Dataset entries
▶

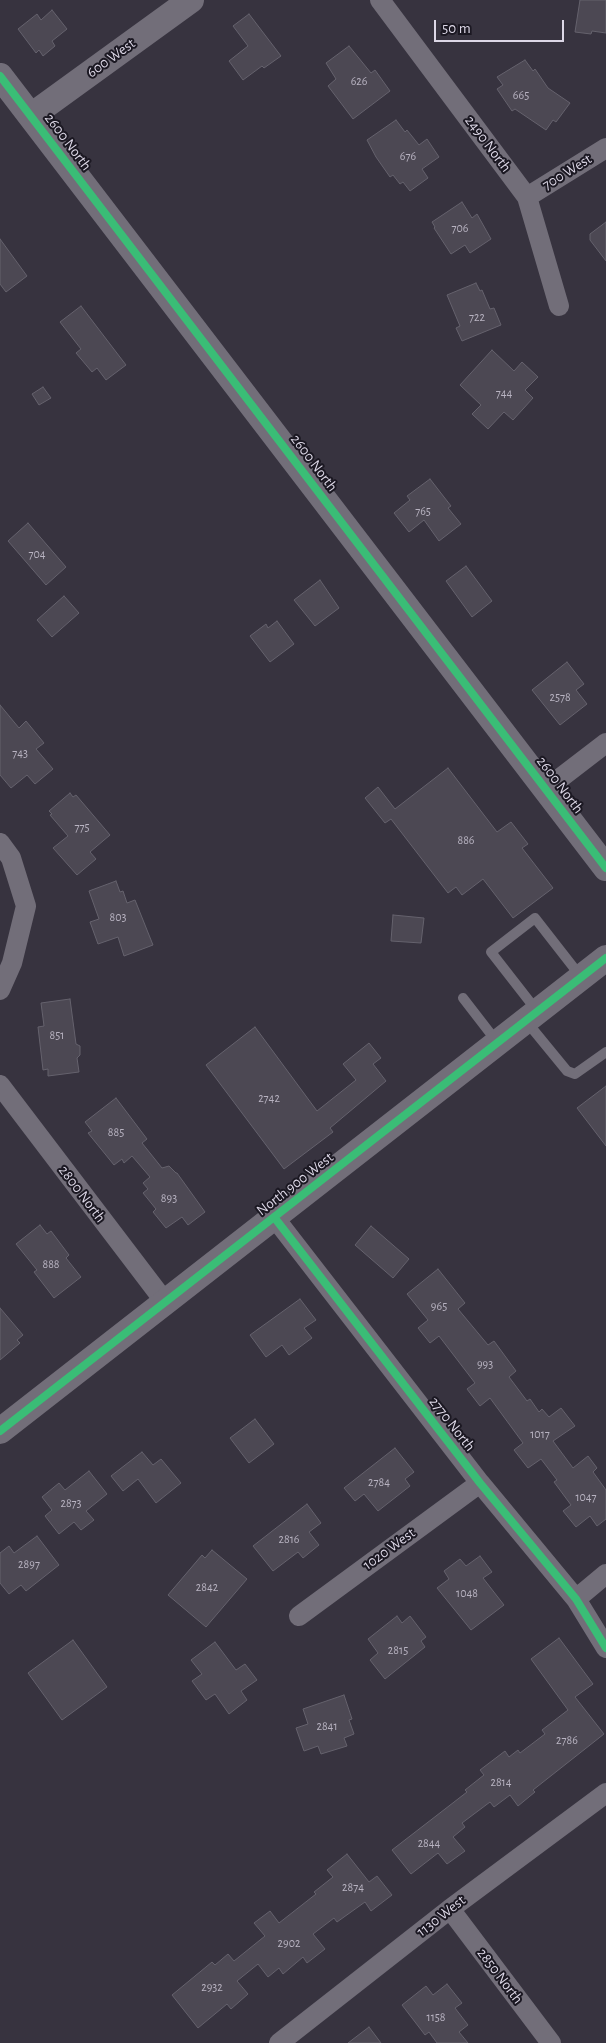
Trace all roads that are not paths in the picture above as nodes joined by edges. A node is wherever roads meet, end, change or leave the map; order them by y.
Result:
1 (191, 0) edge
2 (380, 0) edge
3 (0, 76) edge
4 (31, 116) junction
5 (606, 148) edge
6 (527, 197) junction
7 (559, 306) dead end
8 (606, 743) edge
9 (546, 789) junction
10 (0, 843) edge
11 (606, 868) edge
12 (606, 958) edge
13 (581, 978) junction
14 (0, 990) edge
15 (464, 998) dead end
16 (532, 1016) junction
17 (497, 1043) junction
18 (606, 1052) edge
19 (0, 1085) edge
20 (274, 1217) junction
21 (164, 1302) junction
22 (0, 1431) edge
23 (480, 1483) junction
24 (606, 1574) edge
25 (576, 1599) junction
26 (299, 1616) dead end
27 (606, 1648) edge
28 (606, 1793) edge
29 (450, 1909) junction
30 (279, 2043) edge
31 (551, 2043) edge

1 - 4 street, 600 West
2 - 6 street, 2490 North
3 - 4 street, 2600 North
4 - 9 street, 2600 North
5 - 6 street, 700 West
6 - 7 street, 2490 North
8 - 9 street
9 - 11 street, 2600 North
10 - 14 street
12 - 13 street, North 900 West
13 - 16 street, North 900 West
13 - 16 lane
15 - 17 lane
16 - 17 street, North 900 West
16 - 18 lane
17 - 20 street, North 900 West
19 - 21 street, 2800 North
20 - 21 street, North 900 West
20 - 23 street, 2770 North
21 - 22 street, North 900 West
23 - 25 street, 2770 North
23 - 26 street, 1020 West
24 - 25 street
25 - 27 street, 2770 North
28 - 29 street, 1130 West
29 - 30 street, 1130 West
29 - 31 street, 2850 North

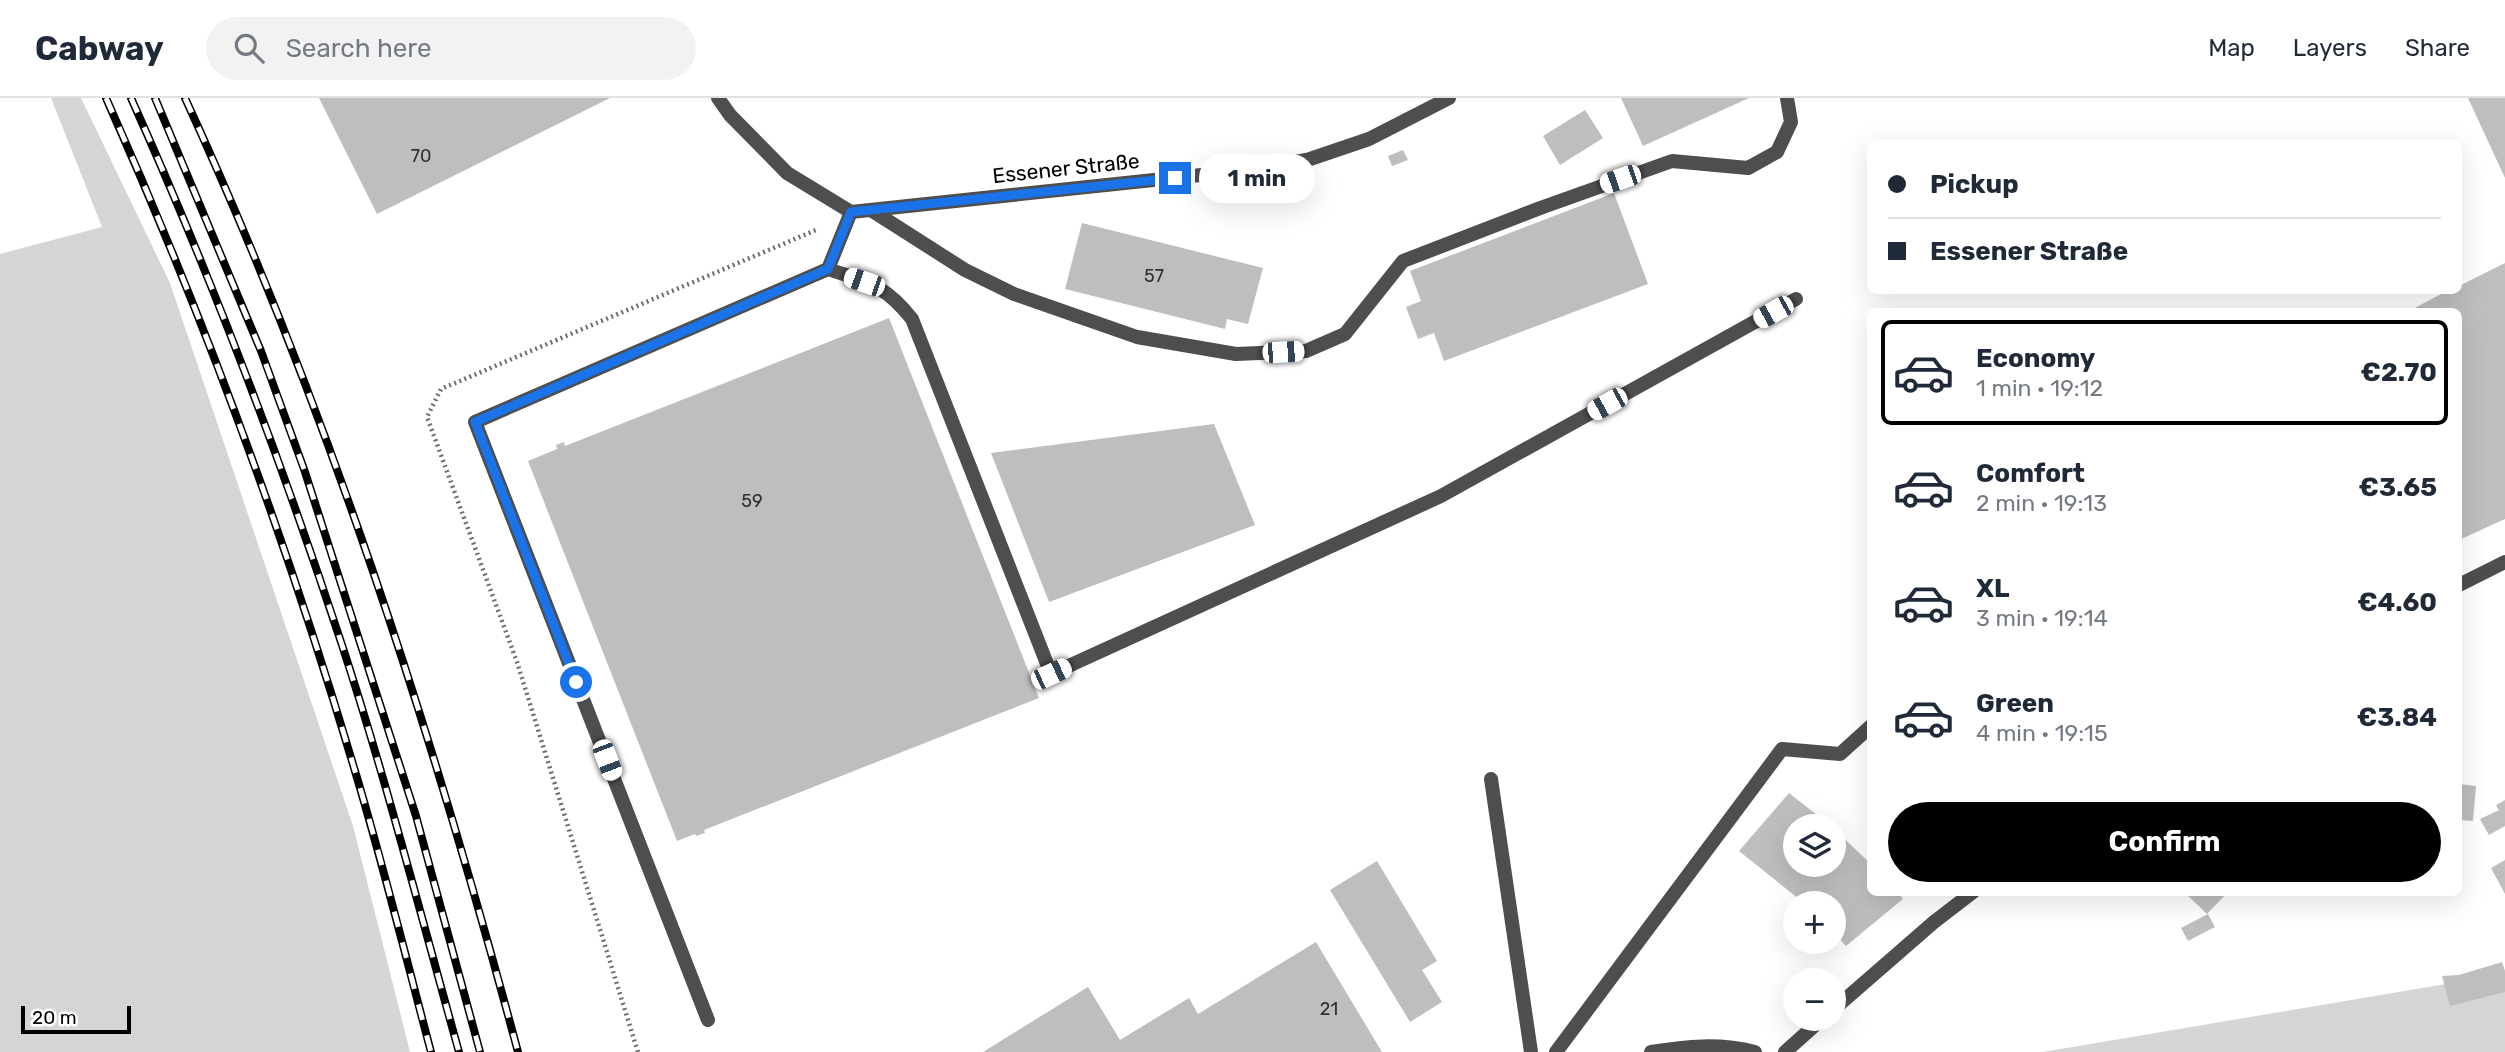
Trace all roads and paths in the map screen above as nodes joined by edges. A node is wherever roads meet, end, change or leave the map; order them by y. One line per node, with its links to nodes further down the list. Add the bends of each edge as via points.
1 (718, 98): 5 (street, via 787,173)
2 (1449, 98): 4 (street, Essener Straße, via 1369,139 1310,159 1258,169)
3 (1787, 98): 4 (street, via 1791,122 1776,152 1748,168 1672,161 1403,261 1345,334 1306,351 1236,354 1137,337 1014,294 965,270)
4 (871, 210): 5 (street, Essener Straße)
5 (851, 212): 6 (street); 16 (path, via 798,240 441,390 427,417 517,662)
6 (828, 269): 7 (street, via 882,288 912,319 1051,674 1441,495); 14 (street, via 475,422)
7 (1796, 299)
8 (2505, 562): 9 (street)
9 (2462, 583)
10 (1867, 730): 18 (street, via 1840,754 1782,749)
11 (1491, 779): 17 (street)
12 (1968, 896): 13 (street)
13 (1846, 999)
14 (708, 1020)
15 (1808, 1031): 21 (street)
16 (639, 1052)
17 (1531, 1052)
18 (1556, 1052)
19 (1651, 1052): 20 (street, via 1689,1046)
20 (1755, 1052)
21 (1785, 1052)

◀

### [Assignment]
Reproduce the whole of the data, word for word, and omit its pictures.

### [Exercise output]
Trace all roads that are not paths in the picture above as nodes joined by edges. A node is wherever roads meet, end, change or leave the map; order them by y.
Result:
1 (191, 0) edge
2 (380, 0) edge
3 (0, 76) edge
4 (31, 116) junction
5 (606, 148) edge
6 (527, 197) junction
7 (559, 306) dead end
8 (606, 743) edge
9 (546, 789) junction
10 (0, 843) edge
11 (606, 868) edge
12 (606, 958) edge
13 (581, 978) junction
14 (0, 990) edge
15 (464, 998) dead end
16 (532, 1016) junction
17 (497, 1043) junction
18 (606, 1052) edge
19 (0, 1085) edge
20 (274, 1217) junction
21 (164, 1302) junction
22 (0, 1431) edge
23 (480, 1483) junction
24 (606, 1574) edge
25 (576, 1599) junction
26 (299, 1616) dead end
27 (606, 1648) edge
28 (606, 1793) edge
29 (450, 1909) junction
30 (279, 2043) edge
31 (551, 2043) edge

1 - 4 street, 600 West
2 - 6 street, 2490 North
3 - 4 street, 2600 North
4 - 9 street, 2600 North
5 - 6 street, 700 West
6 - 7 street, 2490 North
8 - 9 street
9 - 11 street, 2600 North
10 - 14 street
12 - 13 street, North 900 West
13 - 16 street, North 900 West
13 - 16 lane
15 - 17 lane
16 - 17 street, North 900 West
16 - 18 lane
17 - 20 street, North 900 West
19 - 21 street, 2800 North
20 - 21 street, North 900 West
20 - 23 street, 2770 North
21 - 22 street, North 900 West
23 - 25 street, 2770 North
23 - 26 street, 1020 West
24 - 25 street
25 - 27 street, 2770 North
28 - 29 street, 1130 West
29 - 30 street, 1130 West
29 - 31 street, 2850 North

Trace all roads and paths in the map screen above as nodes joined by edges. A node is wherever roads meet, end, change or leave the map; order them by y. One line per node, with its links to nodes further down the list. Add the bends of each edge as via points.
1 (718, 98): 5 (street, via 787,173)
2 (1449, 98): 4 (street, Essener Straße, via 1369,139 1310,159 1258,169)
3 (1787, 98): 4 (street, via 1791,122 1776,152 1748,168 1672,161 1403,261 1345,334 1306,351 1236,354 1137,337 1014,294 965,270)
4 (871, 210): 5 (street, Essener Straße)
5 (851, 212): 6 (street); 16 (path, via 798,240 441,390 427,417 517,662)
6 (828, 269): 7 (street, via 882,288 912,319 1051,674 1441,495); 14 (street, via 475,422)
7 (1796, 299)
8 (2505, 562): 9 (street)
9 (2462, 583)
10 (1867, 730): 18 (street, via 1840,754 1782,749)
11 (1491, 779): 17 (street)
12 (1968, 896): 13 (street)
13 (1846, 999)
14 (708, 1020)
15 (1808, 1031): 21 (street)
16 (639, 1052)
17 (1531, 1052)
18 (1556, 1052)
19 (1651, 1052): 20 (street, via 1689,1046)
20 (1755, 1052)
21 (1785, 1052)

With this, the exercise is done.